#### Directions for this task:
List all lines of the data that include the string "other".

#### Extracted records:
◇ ◇ ◇

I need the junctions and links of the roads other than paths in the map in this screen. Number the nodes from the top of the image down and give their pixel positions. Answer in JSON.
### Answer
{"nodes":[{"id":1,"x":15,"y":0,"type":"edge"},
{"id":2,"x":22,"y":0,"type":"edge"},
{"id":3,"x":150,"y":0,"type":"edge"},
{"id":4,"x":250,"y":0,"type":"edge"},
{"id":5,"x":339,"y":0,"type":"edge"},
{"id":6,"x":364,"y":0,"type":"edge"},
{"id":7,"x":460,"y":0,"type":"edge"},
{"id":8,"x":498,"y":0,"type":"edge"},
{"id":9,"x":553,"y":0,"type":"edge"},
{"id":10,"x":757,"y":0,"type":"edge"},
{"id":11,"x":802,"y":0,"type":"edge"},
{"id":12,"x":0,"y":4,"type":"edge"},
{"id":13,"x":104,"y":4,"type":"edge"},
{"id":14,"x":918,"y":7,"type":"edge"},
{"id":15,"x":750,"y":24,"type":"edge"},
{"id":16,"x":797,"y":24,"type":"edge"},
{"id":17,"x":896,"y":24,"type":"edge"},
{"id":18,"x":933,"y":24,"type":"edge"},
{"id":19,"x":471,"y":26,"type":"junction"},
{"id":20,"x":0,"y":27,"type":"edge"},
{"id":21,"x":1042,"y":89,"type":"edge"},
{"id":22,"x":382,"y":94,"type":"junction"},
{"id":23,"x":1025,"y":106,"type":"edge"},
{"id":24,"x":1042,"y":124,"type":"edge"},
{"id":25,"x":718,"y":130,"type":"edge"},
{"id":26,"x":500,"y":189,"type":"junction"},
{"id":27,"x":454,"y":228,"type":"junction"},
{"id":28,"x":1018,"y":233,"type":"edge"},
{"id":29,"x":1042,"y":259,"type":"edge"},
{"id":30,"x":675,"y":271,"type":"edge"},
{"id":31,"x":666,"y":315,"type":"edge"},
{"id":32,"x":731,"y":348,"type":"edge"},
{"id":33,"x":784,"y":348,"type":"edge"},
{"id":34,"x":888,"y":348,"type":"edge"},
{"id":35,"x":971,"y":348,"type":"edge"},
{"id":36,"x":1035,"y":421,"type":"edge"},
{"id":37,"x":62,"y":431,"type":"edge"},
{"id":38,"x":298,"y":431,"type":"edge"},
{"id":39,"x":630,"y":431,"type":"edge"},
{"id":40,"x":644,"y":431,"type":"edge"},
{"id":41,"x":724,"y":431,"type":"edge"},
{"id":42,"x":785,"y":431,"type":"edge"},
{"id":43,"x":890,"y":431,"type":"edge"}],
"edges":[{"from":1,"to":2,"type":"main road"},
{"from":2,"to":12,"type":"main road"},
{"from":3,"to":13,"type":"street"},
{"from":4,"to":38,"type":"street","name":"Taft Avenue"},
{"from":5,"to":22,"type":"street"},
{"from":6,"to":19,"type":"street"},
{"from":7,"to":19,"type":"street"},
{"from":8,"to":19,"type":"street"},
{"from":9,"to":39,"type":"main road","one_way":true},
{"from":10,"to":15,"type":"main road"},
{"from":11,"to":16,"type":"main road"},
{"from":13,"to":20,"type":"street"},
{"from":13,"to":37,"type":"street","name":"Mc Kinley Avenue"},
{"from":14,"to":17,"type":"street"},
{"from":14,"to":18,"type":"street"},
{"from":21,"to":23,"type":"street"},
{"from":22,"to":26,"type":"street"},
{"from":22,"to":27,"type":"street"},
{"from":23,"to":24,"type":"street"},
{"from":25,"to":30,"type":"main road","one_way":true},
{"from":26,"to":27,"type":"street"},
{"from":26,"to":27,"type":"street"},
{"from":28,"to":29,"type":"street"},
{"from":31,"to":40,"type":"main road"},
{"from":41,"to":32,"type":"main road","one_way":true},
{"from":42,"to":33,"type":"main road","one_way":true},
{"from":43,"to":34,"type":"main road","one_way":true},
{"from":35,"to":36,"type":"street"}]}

◇ ◇ ◇

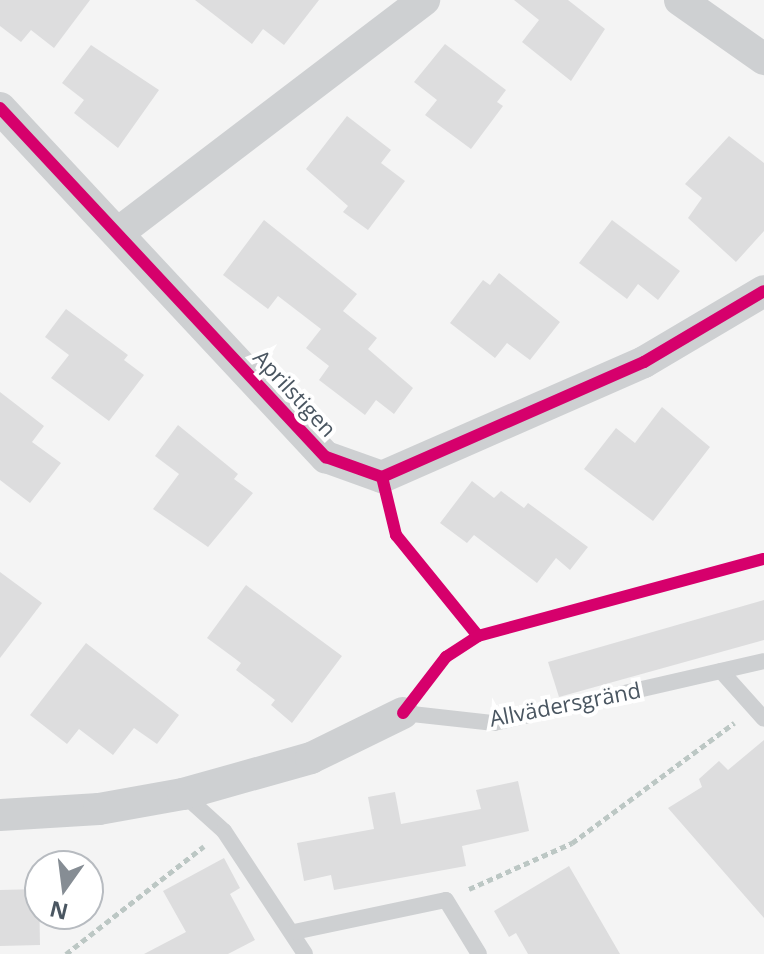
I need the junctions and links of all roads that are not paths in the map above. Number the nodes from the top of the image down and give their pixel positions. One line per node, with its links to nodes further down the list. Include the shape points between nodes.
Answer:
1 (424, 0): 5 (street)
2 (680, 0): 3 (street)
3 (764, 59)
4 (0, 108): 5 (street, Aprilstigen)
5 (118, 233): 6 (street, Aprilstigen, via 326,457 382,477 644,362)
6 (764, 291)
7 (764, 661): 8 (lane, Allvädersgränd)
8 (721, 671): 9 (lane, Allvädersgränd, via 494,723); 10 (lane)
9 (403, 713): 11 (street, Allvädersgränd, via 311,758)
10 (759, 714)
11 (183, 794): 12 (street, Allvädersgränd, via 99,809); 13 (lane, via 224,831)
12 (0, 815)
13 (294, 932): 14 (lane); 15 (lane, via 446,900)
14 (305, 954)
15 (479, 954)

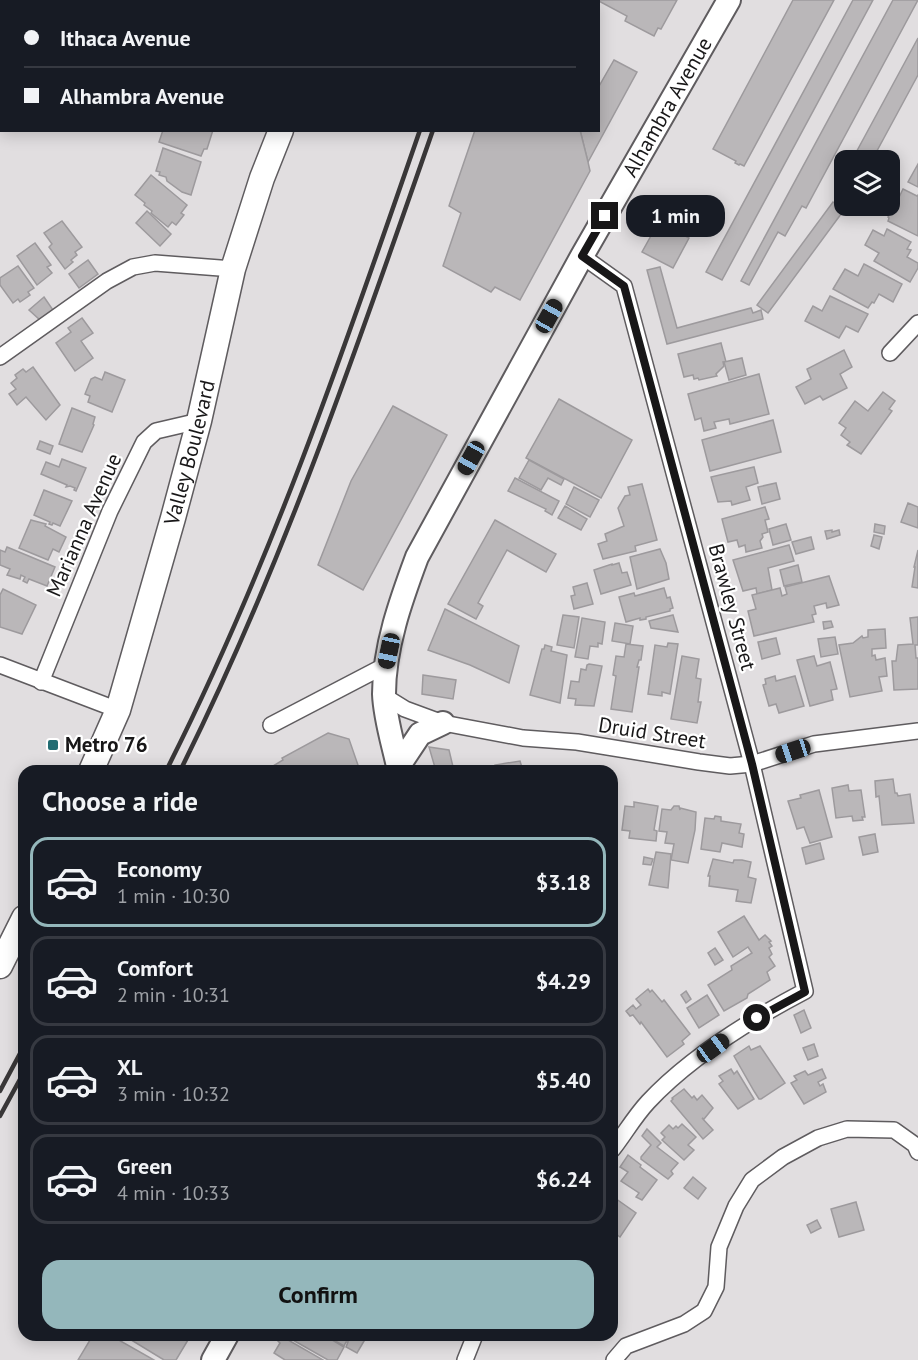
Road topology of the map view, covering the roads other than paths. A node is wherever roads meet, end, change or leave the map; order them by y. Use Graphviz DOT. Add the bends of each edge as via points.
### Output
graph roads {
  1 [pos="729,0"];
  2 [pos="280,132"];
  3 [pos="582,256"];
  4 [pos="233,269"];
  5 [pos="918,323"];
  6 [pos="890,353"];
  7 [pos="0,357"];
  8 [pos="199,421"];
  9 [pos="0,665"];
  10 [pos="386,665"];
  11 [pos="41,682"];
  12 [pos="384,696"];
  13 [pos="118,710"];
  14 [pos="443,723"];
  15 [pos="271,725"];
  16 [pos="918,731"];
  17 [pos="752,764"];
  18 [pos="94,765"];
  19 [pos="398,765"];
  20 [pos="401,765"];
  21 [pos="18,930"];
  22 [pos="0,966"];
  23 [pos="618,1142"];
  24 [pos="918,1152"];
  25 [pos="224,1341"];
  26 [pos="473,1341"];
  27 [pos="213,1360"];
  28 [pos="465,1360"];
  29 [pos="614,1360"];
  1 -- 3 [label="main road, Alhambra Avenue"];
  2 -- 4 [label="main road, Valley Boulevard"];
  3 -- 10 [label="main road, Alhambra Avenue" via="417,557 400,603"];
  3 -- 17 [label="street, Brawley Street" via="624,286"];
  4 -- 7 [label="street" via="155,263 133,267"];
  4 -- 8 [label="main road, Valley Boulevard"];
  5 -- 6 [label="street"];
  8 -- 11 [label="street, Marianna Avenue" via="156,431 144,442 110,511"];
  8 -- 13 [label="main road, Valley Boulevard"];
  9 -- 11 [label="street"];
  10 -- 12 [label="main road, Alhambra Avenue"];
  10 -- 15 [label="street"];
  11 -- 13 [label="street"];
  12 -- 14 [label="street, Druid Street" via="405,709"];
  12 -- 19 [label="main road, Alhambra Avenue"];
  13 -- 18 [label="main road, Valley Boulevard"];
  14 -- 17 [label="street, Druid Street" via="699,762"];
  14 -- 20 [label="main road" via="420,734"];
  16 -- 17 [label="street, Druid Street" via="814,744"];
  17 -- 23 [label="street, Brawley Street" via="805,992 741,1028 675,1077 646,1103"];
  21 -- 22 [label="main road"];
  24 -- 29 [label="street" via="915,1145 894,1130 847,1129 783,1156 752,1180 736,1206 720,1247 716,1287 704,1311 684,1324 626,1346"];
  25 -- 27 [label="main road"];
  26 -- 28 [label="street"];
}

◇ ◇ ◇

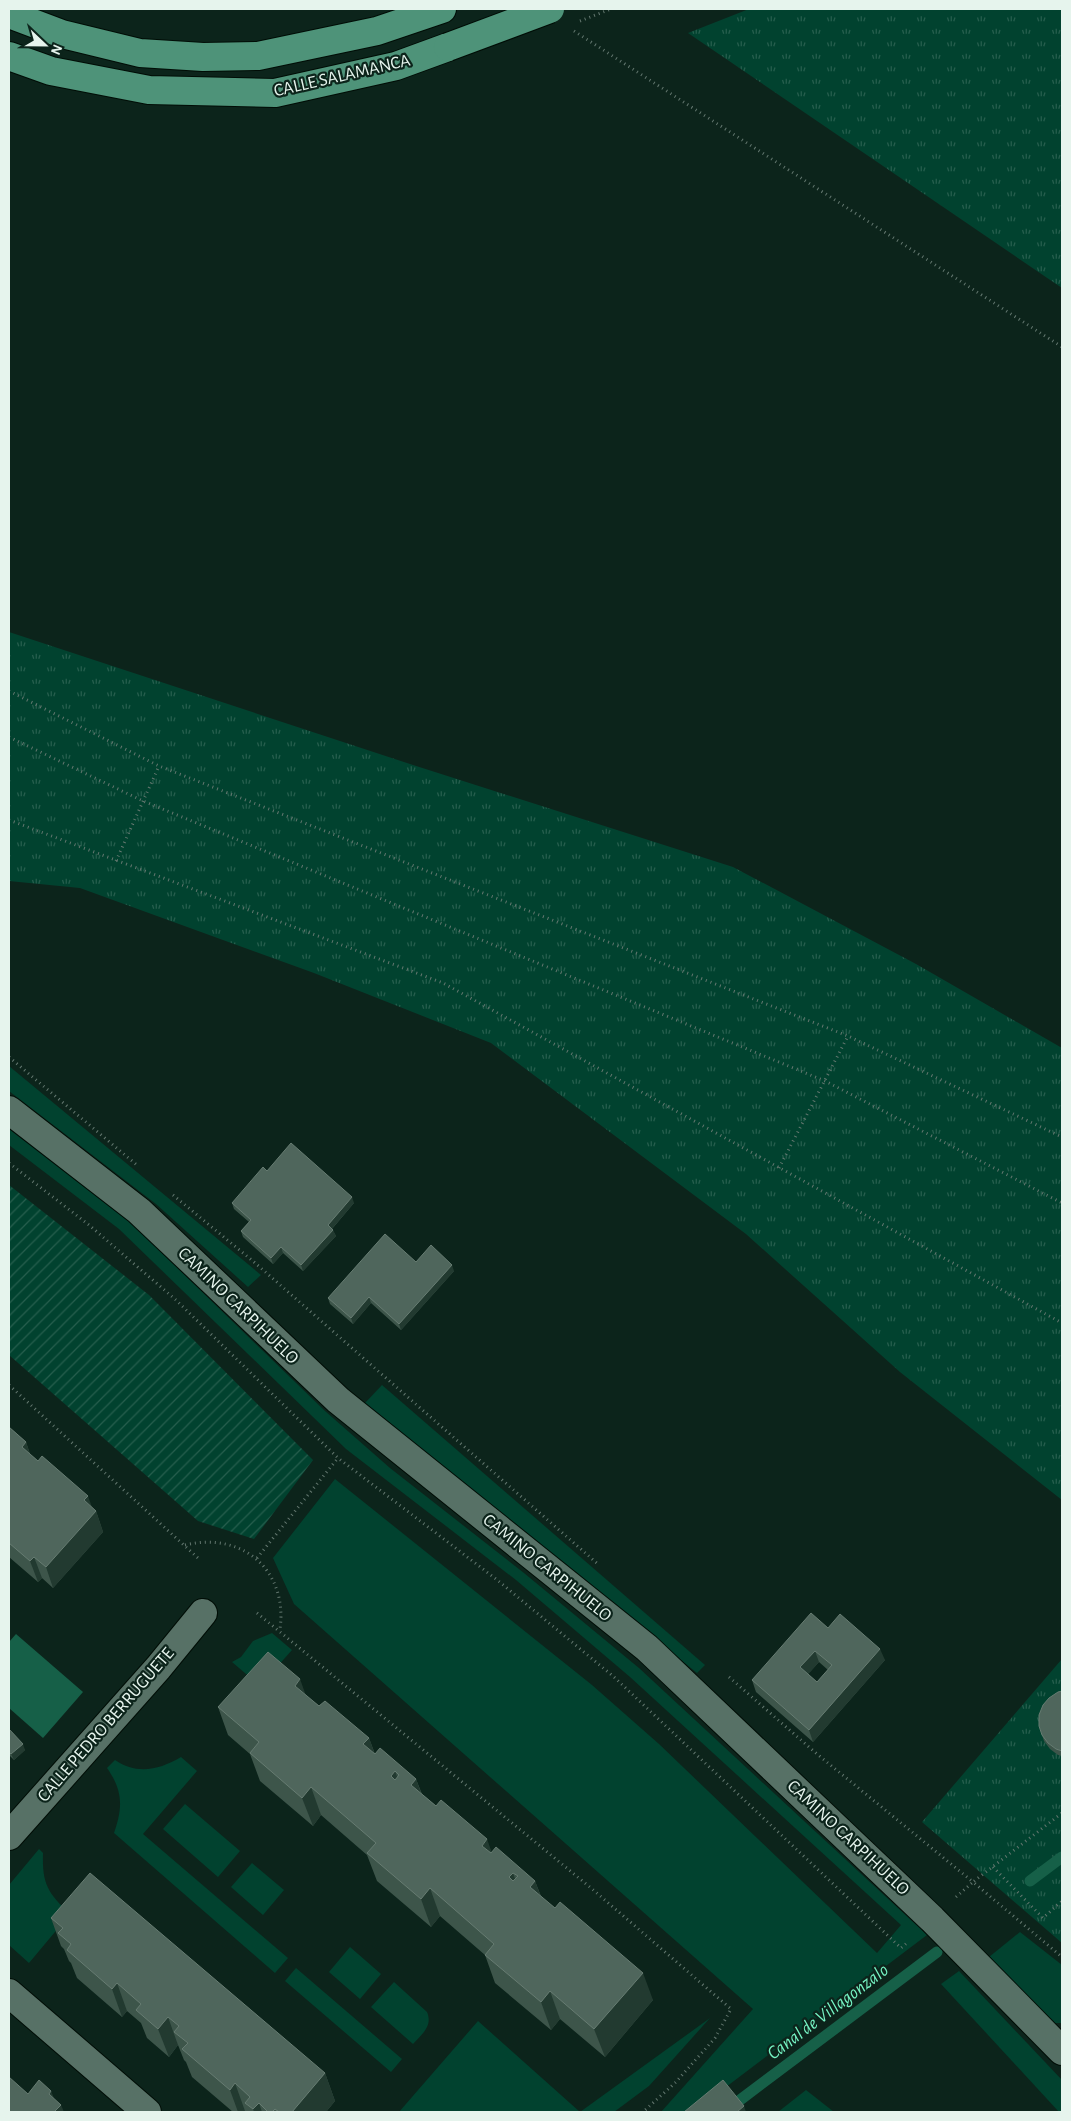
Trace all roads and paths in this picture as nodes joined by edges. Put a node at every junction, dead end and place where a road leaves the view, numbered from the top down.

◇ ◇ ◇

#### Answer box:
I need the junctions and links of the roads other than paths in the map in this screen. Number the nodes from the top of the image down and give their pixel positions. Answer in JSON.
Road topology of the map view, covering the roads other than paths. A node is wherever roads meet, end, change or leave the map; order them by y. Use Graphviz DOT. Add the bends of each edge as via points.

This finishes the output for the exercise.